[Data to use]
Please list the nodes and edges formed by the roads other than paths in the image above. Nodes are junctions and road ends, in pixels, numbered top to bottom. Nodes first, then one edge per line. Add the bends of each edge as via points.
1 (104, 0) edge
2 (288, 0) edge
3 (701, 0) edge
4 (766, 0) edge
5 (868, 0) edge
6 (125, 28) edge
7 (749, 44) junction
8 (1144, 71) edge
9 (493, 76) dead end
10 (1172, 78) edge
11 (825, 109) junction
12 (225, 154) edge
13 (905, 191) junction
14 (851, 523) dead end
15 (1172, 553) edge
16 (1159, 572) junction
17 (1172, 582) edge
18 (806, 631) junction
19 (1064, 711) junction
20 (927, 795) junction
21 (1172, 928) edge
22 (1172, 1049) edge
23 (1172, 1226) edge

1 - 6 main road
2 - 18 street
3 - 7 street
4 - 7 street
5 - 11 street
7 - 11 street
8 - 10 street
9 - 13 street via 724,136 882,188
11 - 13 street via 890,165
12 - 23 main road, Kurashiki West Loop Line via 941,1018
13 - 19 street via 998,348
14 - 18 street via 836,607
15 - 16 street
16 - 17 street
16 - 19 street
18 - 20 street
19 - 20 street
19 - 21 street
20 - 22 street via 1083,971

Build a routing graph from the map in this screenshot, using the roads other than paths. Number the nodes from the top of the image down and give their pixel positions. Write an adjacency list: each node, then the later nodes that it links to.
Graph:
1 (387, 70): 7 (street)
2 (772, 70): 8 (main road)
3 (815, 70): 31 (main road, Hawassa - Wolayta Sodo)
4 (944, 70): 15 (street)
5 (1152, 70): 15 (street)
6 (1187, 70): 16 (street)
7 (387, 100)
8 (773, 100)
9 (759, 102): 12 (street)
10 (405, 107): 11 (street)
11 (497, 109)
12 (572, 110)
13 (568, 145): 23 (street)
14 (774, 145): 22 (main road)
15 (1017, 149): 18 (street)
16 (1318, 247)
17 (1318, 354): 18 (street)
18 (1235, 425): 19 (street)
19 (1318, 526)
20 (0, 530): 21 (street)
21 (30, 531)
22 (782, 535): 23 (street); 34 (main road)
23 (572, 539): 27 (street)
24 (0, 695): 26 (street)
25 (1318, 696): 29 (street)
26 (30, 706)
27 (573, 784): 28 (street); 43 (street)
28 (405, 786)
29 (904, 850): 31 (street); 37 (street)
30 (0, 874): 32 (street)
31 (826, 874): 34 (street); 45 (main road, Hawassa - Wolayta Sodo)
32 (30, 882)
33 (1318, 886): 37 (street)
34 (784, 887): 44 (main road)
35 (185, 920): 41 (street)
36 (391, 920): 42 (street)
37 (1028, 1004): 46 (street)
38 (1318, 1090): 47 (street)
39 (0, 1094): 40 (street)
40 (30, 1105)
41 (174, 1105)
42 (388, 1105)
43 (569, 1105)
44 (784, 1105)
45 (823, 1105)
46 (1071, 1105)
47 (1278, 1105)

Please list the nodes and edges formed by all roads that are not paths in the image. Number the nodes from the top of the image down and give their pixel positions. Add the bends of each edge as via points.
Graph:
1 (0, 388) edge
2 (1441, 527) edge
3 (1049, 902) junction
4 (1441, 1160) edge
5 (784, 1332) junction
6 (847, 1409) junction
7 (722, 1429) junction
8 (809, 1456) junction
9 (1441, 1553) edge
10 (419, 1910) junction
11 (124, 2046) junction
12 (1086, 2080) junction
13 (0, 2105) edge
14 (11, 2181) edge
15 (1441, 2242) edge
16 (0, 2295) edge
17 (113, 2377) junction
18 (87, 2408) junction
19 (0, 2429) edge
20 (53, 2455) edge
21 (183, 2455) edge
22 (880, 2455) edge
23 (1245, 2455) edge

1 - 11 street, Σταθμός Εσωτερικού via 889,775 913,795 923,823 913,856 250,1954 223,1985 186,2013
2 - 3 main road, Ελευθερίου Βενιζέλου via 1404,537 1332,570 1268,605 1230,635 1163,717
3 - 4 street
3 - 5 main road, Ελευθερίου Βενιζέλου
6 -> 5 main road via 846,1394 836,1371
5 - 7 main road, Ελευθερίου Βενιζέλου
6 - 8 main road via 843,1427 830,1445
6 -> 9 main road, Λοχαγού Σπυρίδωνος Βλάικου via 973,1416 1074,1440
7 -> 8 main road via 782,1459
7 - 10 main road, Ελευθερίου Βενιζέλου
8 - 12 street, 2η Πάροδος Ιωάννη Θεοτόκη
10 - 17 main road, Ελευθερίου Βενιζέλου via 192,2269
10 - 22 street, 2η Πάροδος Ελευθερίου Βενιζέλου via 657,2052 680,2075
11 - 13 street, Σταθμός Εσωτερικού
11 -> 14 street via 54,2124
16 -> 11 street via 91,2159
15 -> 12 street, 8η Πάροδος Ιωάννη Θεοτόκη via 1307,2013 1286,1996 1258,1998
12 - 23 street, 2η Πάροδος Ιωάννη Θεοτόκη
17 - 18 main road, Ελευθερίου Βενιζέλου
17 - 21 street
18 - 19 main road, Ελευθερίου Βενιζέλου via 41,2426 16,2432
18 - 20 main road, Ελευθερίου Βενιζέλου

[Problem details]
An exact restatement of the data above is required.

[Output of the exercise]
Please list the nodes and edges formed by the roads other than paths in the image above. Nodes are junctions and road ends, in pixels, numbered top to bottom. Nodes first, then one edge per line. Add the bends of each edge as via points.
1 (104, 0) edge
2 (288, 0) edge
3 (701, 0) edge
4 (766, 0) edge
5 (868, 0) edge
6 (125, 28) edge
7 (749, 44) junction
8 (1144, 71) edge
9 (493, 76) dead end
10 (1172, 78) edge
11 (825, 109) junction
12 (225, 154) edge
13 (905, 191) junction
14 (851, 523) dead end
15 (1172, 553) edge
16 (1159, 572) junction
17 (1172, 582) edge
18 (806, 631) junction
19 (1064, 711) junction
20 (927, 795) junction
21 (1172, 928) edge
22 (1172, 1049) edge
23 (1172, 1226) edge

1 - 6 main road
2 - 18 street
3 - 7 street
4 - 7 street
5 - 11 street
7 - 11 street
8 - 10 street
9 - 13 street via 724,136 882,188
11 - 13 street via 890,165
12 - 23 main road, Kurashiki West Loop Line via 941,1018
13 - 19 street via 998,348
14 - 18 street via 836,607
15 - 16 street
16 - 17 street
16 - 19 street
18 - 20 street
19 - 20 street
19 - 21 street
20 - 22 street via 1083,971

Build a routing graph from the map in this screenshot, using the roads other than paths. Number the nodes from the top of the image down and give their pixel positions. Write an adjacency list: each node, then the later nodes that it links to.
Graph:
1 (387, 70): 7 (street)
2 (772, 70): 8 (main road)
3 (815, 70): 31 (main road, Hawassa - Wolayta Sodo)
4 (944, 70): 15 (street)
5 (1152, 70): 15 (street)
6 (1187, 70): 16 (street)
7 (387, 100)
8 (773, 100)
9 (759, 102): 12 (street)
10 (405, 107): 11 (street)
11 (497, 109)
12 (572, 110)
13 (568, 145): 23 (street)
14 (774, 145): 22 (main road)
15 (1017, 149): 18 (street)
16 (1318, 247)
17 (1318, 354): 18 (street)
18 (1235, 425): 19 (street)
19 (1318, 526)
20 (0, 530): 21 (street)
21 (30, 531)
22 (782, 535): 23 (street); 34 (main road)
23 (572, 539): 27 (street)
24 (0, 695): 26 (street)
25 (1318, 696): 29 (street)
26 (30, 706)
27 (573, 784): 28 (street); 43 (street)
28 (405, 786)
29 (904, 850): 31 (street); 37 (street)
30 (0, 874): 32 (street)
31 (826, 874): 34 (street); 45 (main road, Hawassa - Wolayta Sodo)
32 (30, 882)
33 (1318, 886): 37 (street)
34 (784, 887): 44 (main road)
35 (185, 920): 41 (street)
36 (391, 920): 42 (street)
37 (1028, 1004): 46 (street)
38 (1318, 1090): 47 (street)
39 (0, 1094): 40 (street)
40 (30, 1105)
41 (174, 1105)
42 (388, 1105)
43 (569, 1105)
44 (784, 1105)
45 (823, 1105)
46 (1071, 1105)
47 (1278, 1105)

Please list the nodes and edges formed by all roads that are not paths in the image. Number the nodes from the top of the image down and give their pixel positions. Add the bends of each edge as via points.
Graph:
1 (0, 388) edge
2 (1441, 527) edge
3 (1049, 902) junction
4 (1441, 1160) edge
5 (784, 1332) junction
6 (847, 1409) junction
7 (722, 1429) junction
8 (809, 1456) junction
9 (1441, 1553) edge
10 (419, 1910) junction
11 (124, 2046) junction
12 (1086, 2080) junction
13 (0, 2105) edge
14 (11, 2181) edge
15 (1441, 2242) edge
16 (0, 2295) edge
17 (113, 2377) junction
18 (87, 2408) junction
19 (0, 2429) edge
20 (53, 2455) edge
21 (183, 2455) edge
22 (880, 2455) edge
23 (1245, 2455) edge

1 - 11 street, Σταθμός Εσωτερικού via 889,775 913,795 923,823 913,856 250,1954 223,1985 186,2013
2 - 3 main road, Ελευθερίου Βενιζέλου via 1404,537 1332,570 1268,605 1230,635 1163,717
3 - 4 street
3 - 5 main road, Ελευθερίου Βενιζέλου
6 -> 5 main road via 846,1394 836,1371
5 - 7 main road, Ελευθερίου Βενιζέλου
6 - 8 main road via 843,1427 830,1445
6 -> 9 main road, Λοχαγού Σπυρίδωνος Βλάικου via 973,1416 1074,1440
7 -> 8 main road via 782,1459
7 - 10 main road, Ελευθερίου Βενιζέλου
8 - 12 street, 2η Πάροδος Ιωάννη Θεοτόκη
10 - 17 main road, Ελευθερίου Βενιζέλου via 192,2269
10 - 22 street, 2η Πάροδος Ελευθερίου Βενιζέλου via 657,2052 680,2075
11 - 13 street, Σταθμός Εσωτερικού
11 -> 14 street via 54,2124
16 -> 11 street via 91,2159
15 -> 12 street, 8η Πάροδος Ιωάννη Θεοτόκη via 1307,2013 1286,1996 1258,1998
12 - 23 street, 2η Πάροδος Ιωάννη Θεοτόκη
17 - 18 main road, Ελευθερίου Βενιζέλου
17 - 21 street
18 - 19 main road, Ελευθερίου Βενιζέλου via 41,2426 16,2432
18 - 20 main road, Ελευθερίου Βενιζέλου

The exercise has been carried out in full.